-- TASK ITEM --
Retype all of the data. Every line must match exactly.

-- LISTED RECORDS --
+ + + +
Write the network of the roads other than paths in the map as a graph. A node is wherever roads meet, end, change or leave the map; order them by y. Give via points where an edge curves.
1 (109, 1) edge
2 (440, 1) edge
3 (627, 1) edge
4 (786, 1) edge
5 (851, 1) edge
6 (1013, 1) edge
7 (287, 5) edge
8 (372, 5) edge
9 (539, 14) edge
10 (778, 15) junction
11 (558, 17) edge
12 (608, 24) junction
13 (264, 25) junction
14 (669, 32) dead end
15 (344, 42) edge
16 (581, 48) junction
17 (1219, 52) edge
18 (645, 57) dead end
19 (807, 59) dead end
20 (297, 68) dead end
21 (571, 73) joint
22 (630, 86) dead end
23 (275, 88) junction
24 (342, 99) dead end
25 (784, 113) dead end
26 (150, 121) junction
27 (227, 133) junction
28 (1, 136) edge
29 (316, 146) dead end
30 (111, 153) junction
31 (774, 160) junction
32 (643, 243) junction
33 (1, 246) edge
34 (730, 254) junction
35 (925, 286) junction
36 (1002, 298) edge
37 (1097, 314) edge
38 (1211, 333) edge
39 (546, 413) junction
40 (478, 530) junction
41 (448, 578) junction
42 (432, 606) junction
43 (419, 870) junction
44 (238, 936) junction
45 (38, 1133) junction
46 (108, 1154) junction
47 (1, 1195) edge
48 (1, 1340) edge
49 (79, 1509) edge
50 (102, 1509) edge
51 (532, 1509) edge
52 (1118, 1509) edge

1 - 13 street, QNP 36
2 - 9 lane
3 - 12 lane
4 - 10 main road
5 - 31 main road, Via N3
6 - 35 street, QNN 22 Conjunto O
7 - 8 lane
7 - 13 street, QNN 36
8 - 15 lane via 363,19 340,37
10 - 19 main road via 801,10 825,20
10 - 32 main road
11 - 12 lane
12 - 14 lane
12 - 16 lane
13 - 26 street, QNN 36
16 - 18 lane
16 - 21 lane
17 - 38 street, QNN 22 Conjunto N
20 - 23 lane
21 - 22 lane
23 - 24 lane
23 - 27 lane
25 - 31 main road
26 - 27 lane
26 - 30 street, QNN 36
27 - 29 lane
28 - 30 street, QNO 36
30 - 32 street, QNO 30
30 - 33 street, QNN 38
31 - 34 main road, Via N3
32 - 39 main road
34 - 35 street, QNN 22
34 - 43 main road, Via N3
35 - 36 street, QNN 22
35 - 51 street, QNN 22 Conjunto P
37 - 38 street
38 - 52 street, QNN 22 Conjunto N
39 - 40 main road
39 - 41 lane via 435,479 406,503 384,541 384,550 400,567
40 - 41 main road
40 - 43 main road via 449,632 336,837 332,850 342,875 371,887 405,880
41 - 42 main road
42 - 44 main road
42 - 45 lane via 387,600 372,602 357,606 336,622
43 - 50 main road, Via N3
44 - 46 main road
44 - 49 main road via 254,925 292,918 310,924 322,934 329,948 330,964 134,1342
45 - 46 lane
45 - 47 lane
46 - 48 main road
+ + + +
-- TASK OUTPUT --
Write the network of the roads other than paths in the map as a graph. A node is wherever roads meet, end, change or leave the map; order them by y. Give via points where an edge curves.
1 (109, 1) edge
2 (440, 1) edge
3 (627, 1) edge
4 (786, 1) edge
5 (851, 1) edge
6 (1013, 1) edge
7 (287, 5) edge
8 (372, 5) edge
9 (539, 14) edge
10 (778, 15) junction
11 (558, 17) edge
12 (608, 24) junction
13 (264, 25) junction
14 (669, 32) dead end
15 (344, 42) edge
16 (581, 48) junction
17 (1219, 52) edge
18 (645, 57) dead end
19 (807, 59) dead end
20 (297, 68) dead end
21 (571, 73) joint
22 (630, 86) dead end
23 (275, 88) junction
24 (342, 99) dead end
25 (784, 113) dead end
26 (150, 121) junction
27 (227, 133) junction
28 (1, 136) edge
29 (316, 146) dead end
30 (111, 153) junction
31 (774, 160) junction
32 (643, 243) junction
33 (1, 246) edge
34 (730, 254) junction
35 (925, 286) junction
36 (1002, 298) edge
37 (1097, 314) edge
38 (1211, 333) edge
39 (546, 413) junction
40 (478, 530) junction
41 (448, 578) junction
42 (432, 606) junction
43 (419, 870) junction
44 (238, 936) junction
45 (38, 1133) junction
46 (108, 1154) junction
47 (1, 1195) edge
48 (1, 1340) edge
49 (79, 1509) edge
50 (102, 1509) edge
51 (532, 1509) edge
52 (1118, 1509) edge

1 - 13 street, QNP 36
2 - 9 lane
3 - 12 lane
4 - 10 main road
5 - 31 main road, Via N3
6 - 35 street, QNN 22 Conjunto O
7 - 8 lane
7 - 13 street, QNN 36
8 - 15 lane via 363,19 340,37
10 - 19 main road via 801,10 825,20
10 - 32 main road
11 - 12 lane
12 - 14 lane
12 - 16 lane
13 - 26 street, QNN 36
16 - 18 lane
16 - 21 lane
17 - 38 street, QNN 22 Conjunto N
20 - 23 lane
21 - 22 lane
23 - 24 lane
23 - 27 lane
25 - 31 main road
26 - 27 lane
26 - 30 street, QNN 36
27 - 29 lane
28 - 30 street, QNO 36
30 - 32 street, QNO 30
30 - 33 street, QNN 38
31 - 34 main road, Via N3
32 - 39 main road
34 - 35 street, QNN 22
34 - 43 main road, Via N3
35 - 36 street, QNN 22
35 - 51 street, QNN 22 Conjunto P
37 - 38 street
38 - 52 street, QNN 22 Conjunto N
39 - 40 main road
39 - 41 lane via 435,479 406,503 384,541 384,550 400,567
40 - 41 main road
40 - 43 main road via 449,632 336,837 332,850 342,875 371,887 405,880
41 - 42 main road
42 - 44 main road
42 - 45 lane via 387,600 372,602 357,606 336,622
43 - 50 main road, Via N3
44 - 46 main road
44 - 49 main road via 254,925 292,918 310,924 322,934 329,948 330,964 134,1342
45 - 46 lane
45 - 47 lane
46 - 48 main road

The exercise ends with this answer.